Dornberg überkam das dumpfe Gefühl, dass sein Restaurant wie einst Pompeji jeden Moment untergehen konnte. Antonia von Hohenburg war ein menschlicher Vesuv!

»Beruhige dich, Darling.« Isobel seufzte und leerte ihren Champagner in einem Zug. »Wir sollten die Gäste langsam zu Tisch bitten. Bis auf Susan und Alex müssten jetzt alle hier sein.«

»Ich hoffe doch sehr, die beiden schaffen es bis zum Hauptgang«, entgegnete Dornberg mit einem Blick auf die Uhr.

»Deine Frau sieht großartig aus, Vincent!« Raimund Öchsli klopfte ihm beim Hineingehen freundschaftlich auf die Schulter. »Auch Eliana ist begeistert von ihr.« Er nickte in Richtung seiner Schwester, die ein paar Worte mit Isobel wechselte und herzlich lachte. »Du hast wirklich Glück!«

»Das weiß ich, Raimund.« Dornberg lächelte, und er begann, sich zu entspannen, als er sich setzte. Wenn erst einmal alle etwas zu essen bekommen hatten, würden sich die Gemüter beruhigen, sagte er sich zuversichtlich, als die Kellner begannen, die Vorspeise zu servieren. Ein exquisites Essen konnte schließlich die größten Streithähne einen.

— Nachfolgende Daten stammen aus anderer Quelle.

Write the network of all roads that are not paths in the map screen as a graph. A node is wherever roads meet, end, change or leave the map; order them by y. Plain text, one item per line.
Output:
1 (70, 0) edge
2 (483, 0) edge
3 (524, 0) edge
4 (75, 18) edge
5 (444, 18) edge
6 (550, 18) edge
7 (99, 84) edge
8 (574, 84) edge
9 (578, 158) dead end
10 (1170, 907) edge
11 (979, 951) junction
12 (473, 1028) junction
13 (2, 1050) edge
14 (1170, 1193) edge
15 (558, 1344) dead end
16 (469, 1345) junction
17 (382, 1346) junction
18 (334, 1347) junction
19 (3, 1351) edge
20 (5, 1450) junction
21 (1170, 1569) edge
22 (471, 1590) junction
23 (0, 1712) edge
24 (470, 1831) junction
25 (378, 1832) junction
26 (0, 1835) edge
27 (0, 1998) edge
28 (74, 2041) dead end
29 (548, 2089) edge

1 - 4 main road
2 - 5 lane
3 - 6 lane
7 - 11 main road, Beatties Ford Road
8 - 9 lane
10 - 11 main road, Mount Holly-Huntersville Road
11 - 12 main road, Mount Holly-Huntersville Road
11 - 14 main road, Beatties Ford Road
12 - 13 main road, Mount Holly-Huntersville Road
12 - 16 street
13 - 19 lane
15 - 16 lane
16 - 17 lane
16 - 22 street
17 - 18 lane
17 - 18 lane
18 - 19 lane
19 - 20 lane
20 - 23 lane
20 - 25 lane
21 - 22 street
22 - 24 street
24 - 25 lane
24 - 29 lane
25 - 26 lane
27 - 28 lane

»Ich kann mich darauf verlassen, dass der Risotto laktosefrei ist?«, hörte er von Hohenburg fragen, nachdem Franke den Teller mit dem silbernen Rand vor sie auf den Tisch gestellt hatte.

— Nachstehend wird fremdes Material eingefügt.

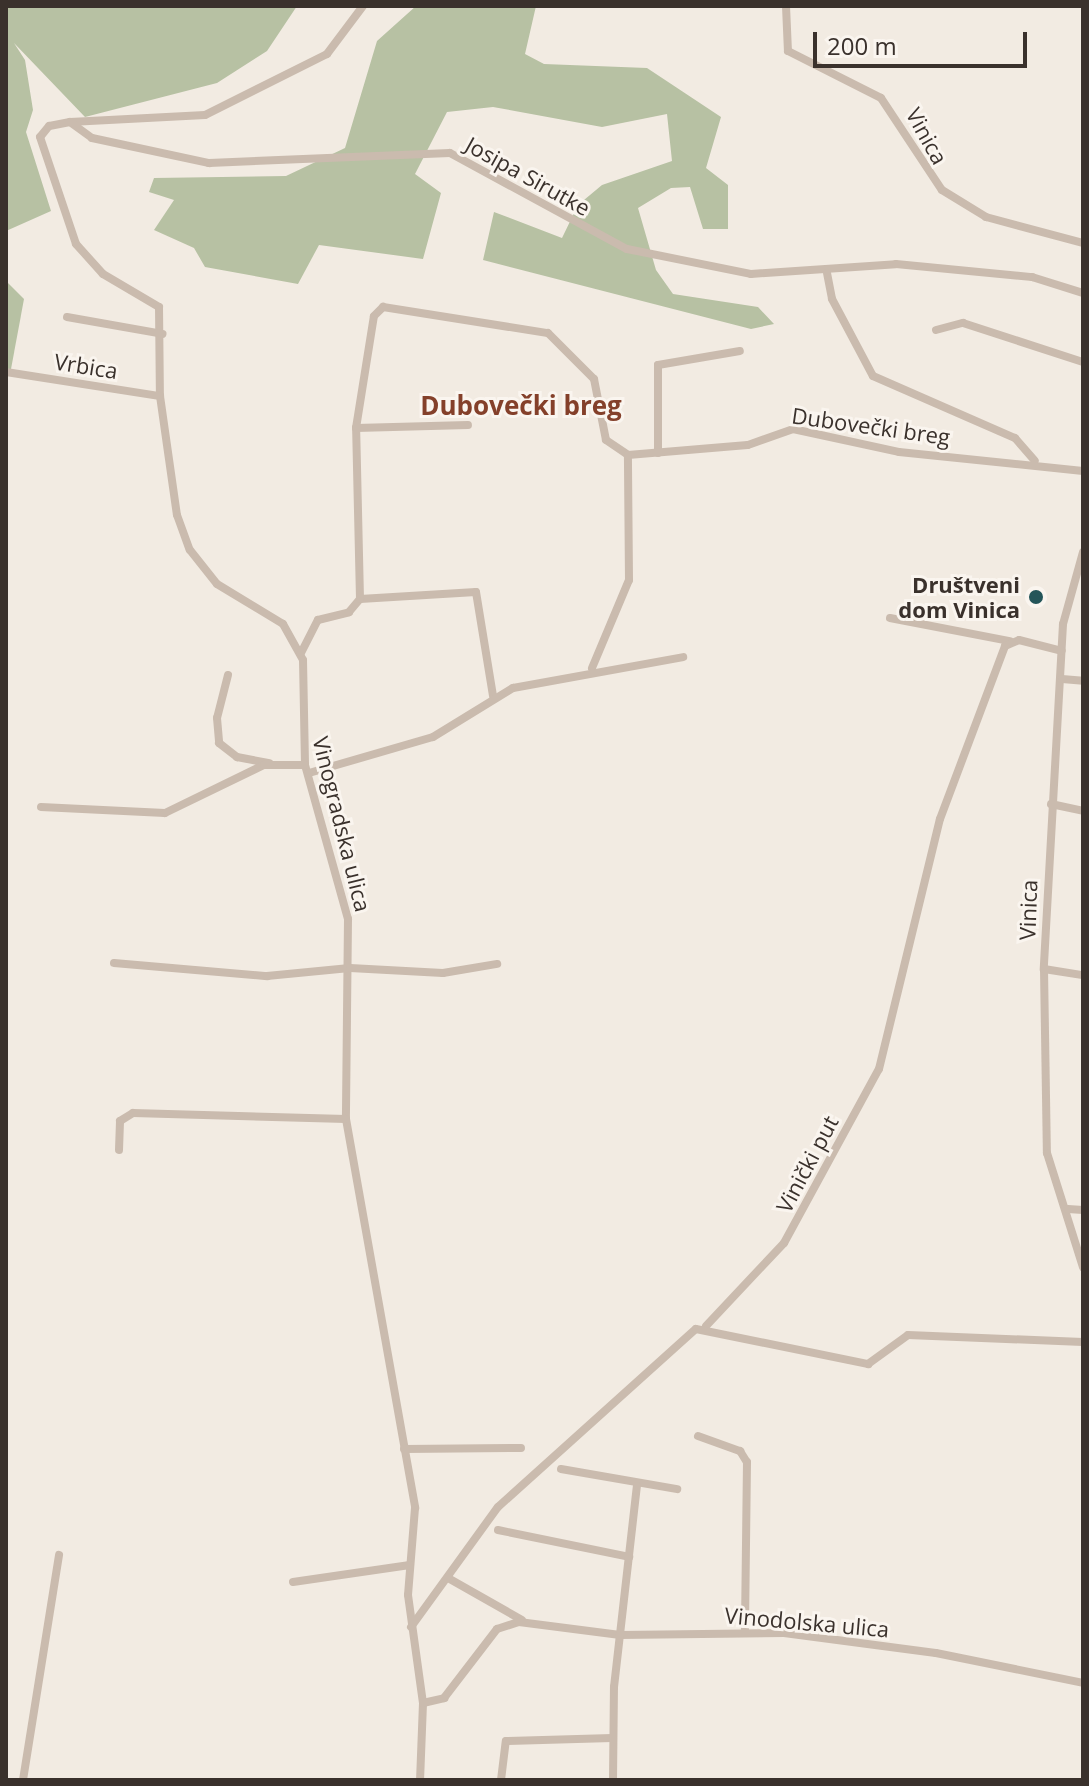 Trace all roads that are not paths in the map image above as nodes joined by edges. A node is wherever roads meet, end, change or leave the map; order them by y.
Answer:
1 (363, 6) edge
2 (786, 6) edge
3 (70, 122) junction
4 (1083, 243) edge
5 (827, 273) junction
6 (1083, 293) edge
7 (67, 317) dead end
8 (936, 330) dead end
9 (163, 334) junction
10 (740, 351) dead end
11 (1083, 362) edge
12 (6, 372) edge
13 (160, 396) junction
14 (468, 425) dead end
15 (356, 428) junction
16 (658, 453) junction
17 (628, 455) junction
18 (1035, 461) junction
19 (1083, 471) edge
20 (1083, 552) edge
21 (360, 599) junction
22 (890, 618) dead end
23 (1010, 641) junction
24 (1062, 651) junction
25 (301, 653) junction
26 (683, 657) dead end
27 (592, 668) junction
28 (228, 675) dead end
29 (1062, 679) junction
30 (1083, 681) edge
31 (493, 696) junction
32 (270, 764) junction
33 (307, 769) junction
34 (1051, 804) junction
35 (41, 807) dead end
36 (1083, 811) edge
37 (114, 963) dead end
38 (497, 964) dead end
39 (350, 968) junction
40 (1044, 969) junction
41 (1083, 975) edge
42 (346, 1119) junction
43 (119, 1150) dead end
44 (1068, 1209) junction
45 (1083, 1210) edge
46 (1083, 1267) edge
47 (706, 1326) junction
48 (1083, 1342) edge
49 (698, 1436) dead end
50 (521, 1448) dead end
51 (404, 1449) junction
52 (561, 1469) dead end
53 (637, 1486) junction
54 (677, 1489) dead end
55 (498, 1530) dead end
56 (59, 1555) dead end
57 (629, 1557) junction
58 (410, 1565) junction
59 (448, 1578) junction
60 (293, 1582) dead end
61 (526, 1622) junction
62 (411, 1627) junction
63 (745, 1631) junction
64 (620, 1635) junction
65 (1083, 1683) edge
66 (423, 1703) junction
67 (612, 1738) junction
68 (23, 1780) edge
69 (420, 1780) edge
70 (501, 1780) edge
71 (613, 1780) edge

1 - 3 street
2 - 4 street, Vinica
3 - 5 street, Josipa Sirutke
3 - 9 street
5 - 6 street, Josipa Sirutke
5 - 18 street, Dubovečki breg
7 - 9 street
8 - 11 street
9 - 13 street
10 - 16 street
12 - 13 street, Vrbica
13 - 25 street
14 - 15 street
15 - 17 street
15 - 21 street
16 - 17 street, Dubovečki breg
16 - 18 street, Dubovečki breg
17 - 27 street
18 - 19 street, Dubovečki breg
20 - 24 street, Vinica
21 - 25 street
21 - 31 street
22 - 23 street
23 - 24 street
23 - 47 street, Vinički put
24 - 29 street, Vinica
25 - 33 street, Vinogradska ulica
26 - 27 street
27 - 31 street
28 - 32 street
29 - 30 street
29 - 34 street, Vinica
31 - 33 street
32 - 33 street
32 - 35 street
33 - 39 street, Vinogradska ulica
34 - 36 street
34 - 40 street, Vinica
37 - 39 street
38 - 39 street
39 - 42 street, Vinogradska ulica
40 - 41 street
40 - 44 street, Vinica
42 - 43 street
42 - 51 street, Vinogradska ulica
44 - 45 street
44 - 46 street, Vinica
47 - 48 street
47 - 59 street, Vinički put
49 - 63 street
50 - 51 street
51 - 58 street, Vinogradska ulica
52 - 53 street
53 - 54 street
53 - 57 street
55 - 57 street
56 - 68 street
57 - 64 street
58 - 60 street
58 - 62 street, Vinogradska ulica
59 - 61 street, Vinodolska ulica
59 - 62 street, Vinički put
61 - 64 street, Vinodolska ulica
61 - 66 street
62 - 66 street, Vinogradska ulica
63 - 64 street, Vinodolska ulica
63 - 65 street, Vinodolska ulica
64 - 67 street
66 - 69 street, Vinogradska ulica
67 - 70 street
67 - 71 street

»Selbstverständlich!«, rief er über den Tisch hinweg. »Er ist speziell für dich zubereitet worden.«

»Es wäre ja auch zu schade, wenn sich Ihre Innereien aufblähen würden wie ein Dudelsack, Frau von Hohenburg«, kam es spöttisch über Griebels Lippen. Ihre Tischnachbarin Frau Schreiber, die Frau des Bauunternehmers, blickte sie mit nach oben gezogenen Augenbrauen an. Ihr Mann räusperte sich peinlich berührt.

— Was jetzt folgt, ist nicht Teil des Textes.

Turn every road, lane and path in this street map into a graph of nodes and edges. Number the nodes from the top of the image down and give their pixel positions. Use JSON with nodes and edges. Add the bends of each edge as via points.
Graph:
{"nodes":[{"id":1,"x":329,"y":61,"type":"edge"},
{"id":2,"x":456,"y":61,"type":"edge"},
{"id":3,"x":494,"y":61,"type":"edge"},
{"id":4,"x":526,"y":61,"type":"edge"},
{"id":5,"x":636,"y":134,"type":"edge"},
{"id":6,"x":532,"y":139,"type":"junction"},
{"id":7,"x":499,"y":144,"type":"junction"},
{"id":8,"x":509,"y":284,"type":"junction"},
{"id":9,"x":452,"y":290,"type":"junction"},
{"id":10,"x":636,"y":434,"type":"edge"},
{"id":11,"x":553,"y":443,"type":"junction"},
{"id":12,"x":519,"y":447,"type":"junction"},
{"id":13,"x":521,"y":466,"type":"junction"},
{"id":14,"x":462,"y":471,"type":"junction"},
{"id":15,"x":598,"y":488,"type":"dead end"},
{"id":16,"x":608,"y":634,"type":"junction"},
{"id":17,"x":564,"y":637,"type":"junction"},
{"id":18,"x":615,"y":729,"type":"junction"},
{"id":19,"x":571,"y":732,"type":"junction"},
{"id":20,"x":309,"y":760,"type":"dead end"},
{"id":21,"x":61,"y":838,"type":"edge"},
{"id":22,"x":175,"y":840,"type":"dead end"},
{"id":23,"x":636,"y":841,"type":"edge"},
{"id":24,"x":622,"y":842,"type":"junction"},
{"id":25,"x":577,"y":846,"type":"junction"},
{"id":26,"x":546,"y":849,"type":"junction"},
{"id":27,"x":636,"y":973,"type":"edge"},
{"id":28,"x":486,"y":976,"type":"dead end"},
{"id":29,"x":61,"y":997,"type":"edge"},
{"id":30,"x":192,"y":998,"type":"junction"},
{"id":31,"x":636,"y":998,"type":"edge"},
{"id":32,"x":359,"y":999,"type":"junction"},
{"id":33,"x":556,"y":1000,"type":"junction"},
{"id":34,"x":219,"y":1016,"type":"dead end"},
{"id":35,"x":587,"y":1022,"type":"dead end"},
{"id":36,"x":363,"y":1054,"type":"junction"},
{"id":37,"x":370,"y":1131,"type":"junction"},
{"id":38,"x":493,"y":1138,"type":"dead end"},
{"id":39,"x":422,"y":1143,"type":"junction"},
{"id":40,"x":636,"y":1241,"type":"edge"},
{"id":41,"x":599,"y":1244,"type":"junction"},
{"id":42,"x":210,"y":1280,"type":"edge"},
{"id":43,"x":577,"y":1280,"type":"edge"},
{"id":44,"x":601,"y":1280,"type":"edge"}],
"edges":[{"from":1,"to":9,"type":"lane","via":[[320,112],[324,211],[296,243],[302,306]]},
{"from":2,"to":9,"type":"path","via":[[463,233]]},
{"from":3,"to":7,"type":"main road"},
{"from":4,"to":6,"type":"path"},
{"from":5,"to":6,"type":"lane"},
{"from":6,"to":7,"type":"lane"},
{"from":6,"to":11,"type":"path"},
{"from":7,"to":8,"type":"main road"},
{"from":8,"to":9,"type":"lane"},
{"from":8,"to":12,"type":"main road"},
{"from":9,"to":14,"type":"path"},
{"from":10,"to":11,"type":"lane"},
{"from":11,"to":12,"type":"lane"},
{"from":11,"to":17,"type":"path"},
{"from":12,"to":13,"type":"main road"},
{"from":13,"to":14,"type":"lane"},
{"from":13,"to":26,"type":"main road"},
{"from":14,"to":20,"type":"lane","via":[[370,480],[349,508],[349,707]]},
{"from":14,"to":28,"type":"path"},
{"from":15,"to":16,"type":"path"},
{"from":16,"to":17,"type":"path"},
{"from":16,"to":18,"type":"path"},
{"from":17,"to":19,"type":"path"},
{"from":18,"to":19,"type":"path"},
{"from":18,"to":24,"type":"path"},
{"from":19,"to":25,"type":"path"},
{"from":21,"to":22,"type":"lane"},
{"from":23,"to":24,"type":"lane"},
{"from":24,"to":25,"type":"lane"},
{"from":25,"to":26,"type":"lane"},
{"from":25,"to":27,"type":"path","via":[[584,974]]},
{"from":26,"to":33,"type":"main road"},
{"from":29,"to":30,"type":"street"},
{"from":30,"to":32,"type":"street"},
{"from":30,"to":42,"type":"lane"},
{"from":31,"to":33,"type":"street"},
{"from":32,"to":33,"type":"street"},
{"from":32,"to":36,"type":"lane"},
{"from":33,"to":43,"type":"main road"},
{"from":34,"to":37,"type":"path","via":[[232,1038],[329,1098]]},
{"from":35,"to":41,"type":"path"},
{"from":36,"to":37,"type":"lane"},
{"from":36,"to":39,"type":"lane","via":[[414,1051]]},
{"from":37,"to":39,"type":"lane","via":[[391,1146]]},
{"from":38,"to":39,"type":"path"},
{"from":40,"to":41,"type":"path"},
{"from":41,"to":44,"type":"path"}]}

»Mein Mann legt größten Wert darauf, dass sich jeder seiner Gäste wohlfühlt, Frau von Hohenburg«, rief Isobel mit einem strahlenden Lächeln. »Sie können den Risotto ganz beruhigt genießen«, versicherte sie ihr, bevor sie sich mit einem boshaften Flüstern an ihren Mann wandte. »Mit etwas Glück könnte sie aber noch an einem Reiskorn ersticken.«

»Ich bitte dich, Liebes«, flehte Dornberg in gedämpftem Tonfall. »In ein paar Stunden ist die Eröffnung vorbei, und wir müssen sie nie wieder sehen. Ich werde sie ganz sicher nicht mehr einladen«, versprach er seiner Frau.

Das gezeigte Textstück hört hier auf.